Data for processing.
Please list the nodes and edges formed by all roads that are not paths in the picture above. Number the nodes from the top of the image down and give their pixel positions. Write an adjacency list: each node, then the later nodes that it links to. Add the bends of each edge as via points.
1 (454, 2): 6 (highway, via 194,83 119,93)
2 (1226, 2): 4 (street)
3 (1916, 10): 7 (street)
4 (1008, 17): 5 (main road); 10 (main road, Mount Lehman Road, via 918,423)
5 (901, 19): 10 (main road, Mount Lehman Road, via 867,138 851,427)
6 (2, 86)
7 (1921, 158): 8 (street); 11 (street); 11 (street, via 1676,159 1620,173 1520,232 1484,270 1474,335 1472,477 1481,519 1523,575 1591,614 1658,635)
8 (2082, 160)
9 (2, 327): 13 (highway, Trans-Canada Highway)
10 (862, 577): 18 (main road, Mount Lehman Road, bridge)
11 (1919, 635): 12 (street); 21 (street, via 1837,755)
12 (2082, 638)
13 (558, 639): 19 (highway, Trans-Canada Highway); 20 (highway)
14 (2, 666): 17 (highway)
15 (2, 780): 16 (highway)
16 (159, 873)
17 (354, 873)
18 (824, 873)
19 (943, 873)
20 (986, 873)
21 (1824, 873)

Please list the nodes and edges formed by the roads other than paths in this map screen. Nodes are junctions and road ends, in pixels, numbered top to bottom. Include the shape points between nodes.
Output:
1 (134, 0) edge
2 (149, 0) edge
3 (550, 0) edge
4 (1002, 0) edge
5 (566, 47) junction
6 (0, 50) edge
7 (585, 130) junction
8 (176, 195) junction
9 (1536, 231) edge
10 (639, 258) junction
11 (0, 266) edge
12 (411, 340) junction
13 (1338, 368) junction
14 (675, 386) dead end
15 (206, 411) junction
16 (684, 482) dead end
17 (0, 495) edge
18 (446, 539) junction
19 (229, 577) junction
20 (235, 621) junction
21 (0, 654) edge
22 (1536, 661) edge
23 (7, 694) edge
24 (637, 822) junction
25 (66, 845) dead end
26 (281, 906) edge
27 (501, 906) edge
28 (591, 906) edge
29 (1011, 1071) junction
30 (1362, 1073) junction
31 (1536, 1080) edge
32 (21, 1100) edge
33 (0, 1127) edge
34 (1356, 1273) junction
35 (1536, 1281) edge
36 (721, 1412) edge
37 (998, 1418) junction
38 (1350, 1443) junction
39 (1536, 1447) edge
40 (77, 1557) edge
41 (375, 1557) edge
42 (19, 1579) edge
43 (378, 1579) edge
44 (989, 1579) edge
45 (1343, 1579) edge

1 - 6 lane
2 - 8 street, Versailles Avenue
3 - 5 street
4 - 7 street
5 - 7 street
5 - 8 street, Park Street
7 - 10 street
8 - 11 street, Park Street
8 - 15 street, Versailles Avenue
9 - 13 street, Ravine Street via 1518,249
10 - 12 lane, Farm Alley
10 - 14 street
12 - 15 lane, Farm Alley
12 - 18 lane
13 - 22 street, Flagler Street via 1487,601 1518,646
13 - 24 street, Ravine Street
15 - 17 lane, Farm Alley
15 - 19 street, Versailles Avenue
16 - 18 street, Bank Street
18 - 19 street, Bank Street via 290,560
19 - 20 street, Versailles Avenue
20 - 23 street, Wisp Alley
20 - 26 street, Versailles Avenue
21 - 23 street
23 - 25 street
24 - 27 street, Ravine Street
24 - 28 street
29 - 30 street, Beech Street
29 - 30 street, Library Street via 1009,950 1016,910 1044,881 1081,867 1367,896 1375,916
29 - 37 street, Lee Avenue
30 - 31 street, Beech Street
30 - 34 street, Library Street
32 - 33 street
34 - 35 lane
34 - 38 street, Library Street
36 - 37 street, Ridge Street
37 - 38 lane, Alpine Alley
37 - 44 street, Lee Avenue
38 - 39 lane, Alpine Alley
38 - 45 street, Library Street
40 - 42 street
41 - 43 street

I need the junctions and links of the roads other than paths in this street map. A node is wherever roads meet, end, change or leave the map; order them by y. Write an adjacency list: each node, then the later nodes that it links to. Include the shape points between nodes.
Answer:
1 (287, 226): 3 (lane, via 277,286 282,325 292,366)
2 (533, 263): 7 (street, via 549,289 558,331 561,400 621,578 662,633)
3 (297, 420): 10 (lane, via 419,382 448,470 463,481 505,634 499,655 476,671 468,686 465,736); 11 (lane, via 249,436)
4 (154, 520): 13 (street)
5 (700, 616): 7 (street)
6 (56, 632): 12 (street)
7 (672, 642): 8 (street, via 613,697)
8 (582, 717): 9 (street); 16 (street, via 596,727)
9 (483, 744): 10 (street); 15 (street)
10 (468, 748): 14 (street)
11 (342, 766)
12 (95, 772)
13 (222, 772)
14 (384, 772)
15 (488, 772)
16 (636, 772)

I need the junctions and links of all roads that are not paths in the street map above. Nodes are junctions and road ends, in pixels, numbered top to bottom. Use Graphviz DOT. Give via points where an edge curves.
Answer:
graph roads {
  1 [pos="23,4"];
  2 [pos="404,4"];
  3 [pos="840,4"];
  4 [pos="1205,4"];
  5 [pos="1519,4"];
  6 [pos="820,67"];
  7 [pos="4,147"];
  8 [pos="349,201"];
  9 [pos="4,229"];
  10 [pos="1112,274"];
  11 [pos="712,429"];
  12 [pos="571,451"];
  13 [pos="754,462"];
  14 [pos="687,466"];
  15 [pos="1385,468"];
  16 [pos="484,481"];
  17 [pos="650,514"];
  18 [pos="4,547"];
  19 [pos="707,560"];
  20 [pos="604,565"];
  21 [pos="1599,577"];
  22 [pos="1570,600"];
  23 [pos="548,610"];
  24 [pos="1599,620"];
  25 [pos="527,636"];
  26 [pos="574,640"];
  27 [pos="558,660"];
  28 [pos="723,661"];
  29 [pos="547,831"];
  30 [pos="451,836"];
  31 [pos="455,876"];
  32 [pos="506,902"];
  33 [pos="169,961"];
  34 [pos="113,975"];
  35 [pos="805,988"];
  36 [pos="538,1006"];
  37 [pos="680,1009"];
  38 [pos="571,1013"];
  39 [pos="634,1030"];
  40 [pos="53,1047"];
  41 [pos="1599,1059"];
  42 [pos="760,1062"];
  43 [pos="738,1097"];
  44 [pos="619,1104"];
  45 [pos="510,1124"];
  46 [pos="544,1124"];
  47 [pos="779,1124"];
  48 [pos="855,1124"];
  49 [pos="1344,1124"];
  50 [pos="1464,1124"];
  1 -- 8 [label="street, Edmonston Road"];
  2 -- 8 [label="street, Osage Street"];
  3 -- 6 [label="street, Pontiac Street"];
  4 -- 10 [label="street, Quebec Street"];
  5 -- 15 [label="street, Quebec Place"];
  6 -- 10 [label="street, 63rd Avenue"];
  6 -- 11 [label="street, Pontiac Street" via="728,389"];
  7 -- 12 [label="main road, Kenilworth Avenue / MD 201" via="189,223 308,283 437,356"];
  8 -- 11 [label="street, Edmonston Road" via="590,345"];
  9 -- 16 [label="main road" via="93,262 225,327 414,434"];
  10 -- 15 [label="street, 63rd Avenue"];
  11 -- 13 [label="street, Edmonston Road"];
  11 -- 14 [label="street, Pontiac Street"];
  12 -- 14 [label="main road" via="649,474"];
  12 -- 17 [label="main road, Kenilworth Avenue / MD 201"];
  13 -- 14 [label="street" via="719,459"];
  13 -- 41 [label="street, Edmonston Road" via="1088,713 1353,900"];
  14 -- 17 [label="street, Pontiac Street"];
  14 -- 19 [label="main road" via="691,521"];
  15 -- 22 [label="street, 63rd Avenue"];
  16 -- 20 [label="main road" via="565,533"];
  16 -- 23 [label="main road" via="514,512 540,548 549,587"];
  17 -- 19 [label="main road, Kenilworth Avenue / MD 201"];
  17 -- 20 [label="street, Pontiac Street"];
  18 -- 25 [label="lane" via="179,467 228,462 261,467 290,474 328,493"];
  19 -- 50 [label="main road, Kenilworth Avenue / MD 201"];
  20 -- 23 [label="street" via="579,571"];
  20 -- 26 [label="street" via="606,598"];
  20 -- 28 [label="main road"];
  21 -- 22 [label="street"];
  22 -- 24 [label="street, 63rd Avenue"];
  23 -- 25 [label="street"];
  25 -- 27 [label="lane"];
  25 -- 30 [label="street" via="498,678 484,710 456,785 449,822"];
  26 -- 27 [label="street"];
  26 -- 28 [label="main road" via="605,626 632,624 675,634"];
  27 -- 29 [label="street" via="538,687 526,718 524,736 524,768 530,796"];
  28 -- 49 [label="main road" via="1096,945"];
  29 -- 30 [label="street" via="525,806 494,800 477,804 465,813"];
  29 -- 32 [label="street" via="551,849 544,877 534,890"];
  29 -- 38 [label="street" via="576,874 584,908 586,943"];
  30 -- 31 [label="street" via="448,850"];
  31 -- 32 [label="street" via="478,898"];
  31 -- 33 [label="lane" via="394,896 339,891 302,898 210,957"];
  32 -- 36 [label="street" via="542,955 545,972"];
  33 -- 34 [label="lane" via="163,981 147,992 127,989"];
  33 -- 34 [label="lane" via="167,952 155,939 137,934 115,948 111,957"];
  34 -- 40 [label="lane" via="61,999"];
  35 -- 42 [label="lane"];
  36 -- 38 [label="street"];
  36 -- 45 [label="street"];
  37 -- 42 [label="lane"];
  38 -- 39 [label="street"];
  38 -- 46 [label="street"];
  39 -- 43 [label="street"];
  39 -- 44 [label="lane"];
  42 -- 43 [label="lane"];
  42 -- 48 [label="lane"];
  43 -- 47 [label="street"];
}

Assignment. Scan the listing for the word "later". Copy every line in which it appears.

Output of the exercise.
Please list the nodes and edges formed by all roads that are not paths in the picture above. Number the nodes from the top of the image down and give their pixel positions. Write an adjacency list: each node, then the later nodes that it links to. Add the bends of each edge as via points.
I need the junctions and links of the roads other than paths in this street map. A node is wherever roads meet, end, change or leave the map; order them by y. Write an adjacency list: each node, then the later nodes that it links to. Include the shape points between nodes.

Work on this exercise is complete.